The same data (script) was used to train the Azure, Eleven Labs, and Play HT voices. Resemble AI’s Basic subscription has you record their script using your computer with whatever microphone is available to you (internal, headset, USB mic, etc.).
Azure: The custom ‘Lite’ version is restricted to playing back Microsoft’s text. I edited the audio to create a prompt that is replicated on the other platforms. The read is kind of flat.
Eleven Labs: There is personality in the delivery, though the first half of the rendered audio had unwanted noise that I edited out.
PlayHT: Strange read back of the word ‘created’. Like Eleven Labs, there is some personality in the delivery.

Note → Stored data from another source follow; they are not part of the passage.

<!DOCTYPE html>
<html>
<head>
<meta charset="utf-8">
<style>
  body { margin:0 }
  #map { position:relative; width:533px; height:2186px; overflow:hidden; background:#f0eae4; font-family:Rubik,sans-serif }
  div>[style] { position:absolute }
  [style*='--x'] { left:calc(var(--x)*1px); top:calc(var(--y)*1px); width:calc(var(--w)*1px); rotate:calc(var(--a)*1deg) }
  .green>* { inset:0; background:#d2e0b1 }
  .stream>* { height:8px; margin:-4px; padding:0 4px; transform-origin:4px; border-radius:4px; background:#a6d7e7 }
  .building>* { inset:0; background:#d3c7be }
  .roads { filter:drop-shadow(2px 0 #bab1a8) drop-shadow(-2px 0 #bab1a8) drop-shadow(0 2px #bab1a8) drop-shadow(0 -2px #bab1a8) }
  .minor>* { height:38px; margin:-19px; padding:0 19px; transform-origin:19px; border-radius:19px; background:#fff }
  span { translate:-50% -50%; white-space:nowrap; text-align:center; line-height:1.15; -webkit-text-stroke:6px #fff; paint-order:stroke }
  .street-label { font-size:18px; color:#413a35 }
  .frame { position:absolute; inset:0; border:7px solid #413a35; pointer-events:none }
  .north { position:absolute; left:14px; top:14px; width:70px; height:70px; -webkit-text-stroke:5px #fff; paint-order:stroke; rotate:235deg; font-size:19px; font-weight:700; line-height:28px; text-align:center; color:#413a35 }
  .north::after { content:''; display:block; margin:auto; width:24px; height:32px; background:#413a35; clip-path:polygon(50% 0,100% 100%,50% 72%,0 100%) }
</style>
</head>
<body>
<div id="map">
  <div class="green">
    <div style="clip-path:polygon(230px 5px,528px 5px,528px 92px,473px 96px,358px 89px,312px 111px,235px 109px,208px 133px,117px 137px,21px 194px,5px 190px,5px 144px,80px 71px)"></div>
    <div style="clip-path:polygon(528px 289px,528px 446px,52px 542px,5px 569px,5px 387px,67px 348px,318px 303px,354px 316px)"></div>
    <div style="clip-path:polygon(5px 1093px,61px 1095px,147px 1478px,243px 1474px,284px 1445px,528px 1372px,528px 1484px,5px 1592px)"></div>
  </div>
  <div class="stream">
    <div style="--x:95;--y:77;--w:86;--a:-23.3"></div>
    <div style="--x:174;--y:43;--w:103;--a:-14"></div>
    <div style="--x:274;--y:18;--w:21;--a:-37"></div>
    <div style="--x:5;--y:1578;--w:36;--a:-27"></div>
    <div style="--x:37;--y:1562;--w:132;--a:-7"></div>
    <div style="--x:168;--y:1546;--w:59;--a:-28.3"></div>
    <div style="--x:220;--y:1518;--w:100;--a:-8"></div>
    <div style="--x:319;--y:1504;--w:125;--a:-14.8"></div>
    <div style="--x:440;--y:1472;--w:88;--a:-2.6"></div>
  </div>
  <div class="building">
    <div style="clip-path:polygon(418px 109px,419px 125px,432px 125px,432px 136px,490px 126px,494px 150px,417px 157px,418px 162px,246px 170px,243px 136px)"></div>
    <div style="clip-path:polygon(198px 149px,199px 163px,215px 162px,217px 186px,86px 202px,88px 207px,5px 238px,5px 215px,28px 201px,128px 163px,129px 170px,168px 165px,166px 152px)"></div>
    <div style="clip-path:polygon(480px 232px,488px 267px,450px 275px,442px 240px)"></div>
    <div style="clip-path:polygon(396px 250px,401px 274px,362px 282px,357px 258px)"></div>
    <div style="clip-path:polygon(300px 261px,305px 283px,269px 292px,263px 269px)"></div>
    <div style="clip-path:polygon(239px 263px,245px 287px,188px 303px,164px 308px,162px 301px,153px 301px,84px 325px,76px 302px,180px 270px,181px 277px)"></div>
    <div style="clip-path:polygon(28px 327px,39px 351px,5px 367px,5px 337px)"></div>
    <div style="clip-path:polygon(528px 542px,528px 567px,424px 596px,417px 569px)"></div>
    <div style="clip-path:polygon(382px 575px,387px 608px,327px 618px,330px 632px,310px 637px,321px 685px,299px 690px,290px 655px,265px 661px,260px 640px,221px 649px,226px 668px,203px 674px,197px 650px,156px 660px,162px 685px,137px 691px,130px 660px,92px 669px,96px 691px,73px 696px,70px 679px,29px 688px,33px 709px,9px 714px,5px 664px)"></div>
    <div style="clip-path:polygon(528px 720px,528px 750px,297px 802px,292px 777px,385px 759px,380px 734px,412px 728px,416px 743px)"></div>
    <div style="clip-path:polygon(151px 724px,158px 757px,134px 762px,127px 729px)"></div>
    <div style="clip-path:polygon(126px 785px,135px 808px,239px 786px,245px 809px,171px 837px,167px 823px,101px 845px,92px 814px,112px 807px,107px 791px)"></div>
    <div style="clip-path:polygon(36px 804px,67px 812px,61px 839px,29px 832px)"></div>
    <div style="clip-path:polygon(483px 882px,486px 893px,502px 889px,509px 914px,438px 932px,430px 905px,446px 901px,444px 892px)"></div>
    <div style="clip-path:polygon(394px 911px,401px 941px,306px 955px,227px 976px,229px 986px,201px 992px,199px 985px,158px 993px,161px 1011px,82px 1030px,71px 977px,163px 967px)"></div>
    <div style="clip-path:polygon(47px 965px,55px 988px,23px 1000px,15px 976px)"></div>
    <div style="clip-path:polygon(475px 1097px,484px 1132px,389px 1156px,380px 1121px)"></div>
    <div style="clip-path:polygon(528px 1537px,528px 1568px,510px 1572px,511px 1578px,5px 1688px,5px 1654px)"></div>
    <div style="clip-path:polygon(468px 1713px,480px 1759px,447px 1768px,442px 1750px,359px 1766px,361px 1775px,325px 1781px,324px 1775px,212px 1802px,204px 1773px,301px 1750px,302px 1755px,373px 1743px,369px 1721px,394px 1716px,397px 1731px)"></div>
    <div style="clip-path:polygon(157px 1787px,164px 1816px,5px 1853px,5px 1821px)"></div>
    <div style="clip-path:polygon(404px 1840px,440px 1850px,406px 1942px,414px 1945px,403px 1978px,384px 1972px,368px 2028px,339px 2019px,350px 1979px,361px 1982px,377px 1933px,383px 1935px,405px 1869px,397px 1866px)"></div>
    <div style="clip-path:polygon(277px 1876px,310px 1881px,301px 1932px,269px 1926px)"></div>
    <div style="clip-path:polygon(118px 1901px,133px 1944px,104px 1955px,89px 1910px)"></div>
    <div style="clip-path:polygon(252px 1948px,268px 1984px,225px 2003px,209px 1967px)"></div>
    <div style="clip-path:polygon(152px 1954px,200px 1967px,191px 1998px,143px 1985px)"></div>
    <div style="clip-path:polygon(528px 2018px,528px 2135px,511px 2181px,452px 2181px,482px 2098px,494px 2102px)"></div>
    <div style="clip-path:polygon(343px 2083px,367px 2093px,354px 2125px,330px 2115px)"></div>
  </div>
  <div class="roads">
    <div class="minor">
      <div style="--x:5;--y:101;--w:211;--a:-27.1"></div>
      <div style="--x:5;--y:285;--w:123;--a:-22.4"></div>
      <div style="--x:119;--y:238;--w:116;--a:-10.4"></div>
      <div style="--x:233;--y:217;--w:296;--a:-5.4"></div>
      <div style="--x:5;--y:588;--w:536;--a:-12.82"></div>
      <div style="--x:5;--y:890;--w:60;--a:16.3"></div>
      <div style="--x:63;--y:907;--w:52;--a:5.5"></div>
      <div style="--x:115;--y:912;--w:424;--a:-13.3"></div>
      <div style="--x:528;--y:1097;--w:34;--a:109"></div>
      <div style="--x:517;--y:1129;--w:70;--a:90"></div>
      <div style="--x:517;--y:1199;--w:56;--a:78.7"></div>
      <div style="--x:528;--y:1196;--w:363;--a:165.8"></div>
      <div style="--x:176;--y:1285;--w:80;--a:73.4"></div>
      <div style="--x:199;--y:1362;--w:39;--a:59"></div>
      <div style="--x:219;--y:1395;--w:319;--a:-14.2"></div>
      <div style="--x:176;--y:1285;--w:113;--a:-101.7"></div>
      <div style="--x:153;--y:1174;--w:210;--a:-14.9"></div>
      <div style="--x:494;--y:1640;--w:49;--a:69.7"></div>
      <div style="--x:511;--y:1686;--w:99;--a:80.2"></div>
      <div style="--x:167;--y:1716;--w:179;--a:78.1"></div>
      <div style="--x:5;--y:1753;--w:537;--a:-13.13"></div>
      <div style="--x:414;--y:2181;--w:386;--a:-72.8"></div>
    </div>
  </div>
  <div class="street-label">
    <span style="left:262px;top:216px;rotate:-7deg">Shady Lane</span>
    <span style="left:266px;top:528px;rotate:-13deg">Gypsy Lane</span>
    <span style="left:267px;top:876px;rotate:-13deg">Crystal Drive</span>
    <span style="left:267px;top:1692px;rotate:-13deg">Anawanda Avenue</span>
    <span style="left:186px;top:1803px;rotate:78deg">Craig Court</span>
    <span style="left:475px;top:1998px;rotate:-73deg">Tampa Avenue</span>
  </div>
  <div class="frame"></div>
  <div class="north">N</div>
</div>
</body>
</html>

Resemble: Added breath noises to audio file which I edited out. The read is flat and monotone. The audio quality is the lowest. The Azure and Resemble audio were recorded using the same microphone.
Azure: Pay-as-you-go plus rendering time for their ‘Lite’ version. Cost ~$50 for training my voice.
Eleven Labs: The ‘Starter’ subscription is currently $5/month though they have promotions where it’s $1/month.
Play HT: Free. Next level is $29/month includes unlimited instant voices and one High Fidelity clone. The sample used in this post is an ‘instant voice’.
Resemble: Basic plan at $0.006/second of generated audio.
Eleven Labs and Play HT provide the best sounding cloned voice because they both allow you to upload you own audio files to train the TTS model. They are also inexpensive options.
Azure and Resemble are at a disadvantage due to having to record audio directly into their platform. This affected the overall quality of sound. Besides the degraded sound, the rendered audio lacked expressiveness- especially noticeable with Resemble.
Varying intonations, emphasis, and pausing help make TTS easier to auraully digest and retain information. The samples presented were rendered with their platform's default settings. Eleven Labs and Play HT offer sliding scales for Stability, Similarity, and Style Exageration (Eleven Labs) and Intensity (Play HT). The Stability settings are used for expressiveness. Eleven Labs states that the expressive settings can lead to instability in playback.
Resemble AI has no settings for styles for their free cloned voices. However, there is the option to use SSML to control playback parameters which will be explored in the near future. Azure's custom voices should have the ability to use SSML as well but the 'Lite' version does not allow for it.